TRY IT » Looking at the data below, count the lines that contain the string "edge". Write only the total.

INPUT DATA »
☆ ☆ ☆
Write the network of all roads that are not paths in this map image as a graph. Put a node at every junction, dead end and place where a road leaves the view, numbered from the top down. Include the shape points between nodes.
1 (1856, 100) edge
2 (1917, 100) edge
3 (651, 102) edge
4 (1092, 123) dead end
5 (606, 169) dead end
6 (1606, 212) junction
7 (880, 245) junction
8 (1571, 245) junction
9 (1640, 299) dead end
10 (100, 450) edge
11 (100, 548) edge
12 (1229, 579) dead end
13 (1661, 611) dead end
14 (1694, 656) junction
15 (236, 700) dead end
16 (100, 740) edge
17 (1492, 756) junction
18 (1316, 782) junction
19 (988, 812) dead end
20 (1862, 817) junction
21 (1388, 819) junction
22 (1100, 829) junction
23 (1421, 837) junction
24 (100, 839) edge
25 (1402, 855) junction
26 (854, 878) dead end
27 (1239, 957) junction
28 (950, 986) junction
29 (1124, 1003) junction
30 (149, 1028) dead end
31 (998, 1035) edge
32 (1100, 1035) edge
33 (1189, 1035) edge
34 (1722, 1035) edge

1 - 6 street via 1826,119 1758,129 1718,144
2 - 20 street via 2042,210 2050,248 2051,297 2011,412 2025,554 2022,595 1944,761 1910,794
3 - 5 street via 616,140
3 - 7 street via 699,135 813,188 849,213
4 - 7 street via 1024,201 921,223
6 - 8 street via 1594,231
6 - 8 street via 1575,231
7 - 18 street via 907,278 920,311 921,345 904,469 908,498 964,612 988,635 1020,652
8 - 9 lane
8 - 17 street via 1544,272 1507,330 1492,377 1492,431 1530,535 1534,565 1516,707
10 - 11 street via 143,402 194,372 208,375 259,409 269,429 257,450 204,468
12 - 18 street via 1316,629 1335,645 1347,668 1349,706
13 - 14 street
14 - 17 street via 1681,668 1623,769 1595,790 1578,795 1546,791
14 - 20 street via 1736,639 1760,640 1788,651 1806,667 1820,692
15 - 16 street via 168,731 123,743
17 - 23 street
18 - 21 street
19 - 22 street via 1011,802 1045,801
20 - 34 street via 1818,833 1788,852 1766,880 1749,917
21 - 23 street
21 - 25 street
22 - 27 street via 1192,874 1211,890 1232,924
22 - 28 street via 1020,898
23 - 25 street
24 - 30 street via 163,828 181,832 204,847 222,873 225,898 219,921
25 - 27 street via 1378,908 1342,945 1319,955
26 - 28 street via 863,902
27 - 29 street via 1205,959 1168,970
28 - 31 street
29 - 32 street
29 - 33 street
☆ ☆ ☆
RESULT OF THE TASK » 11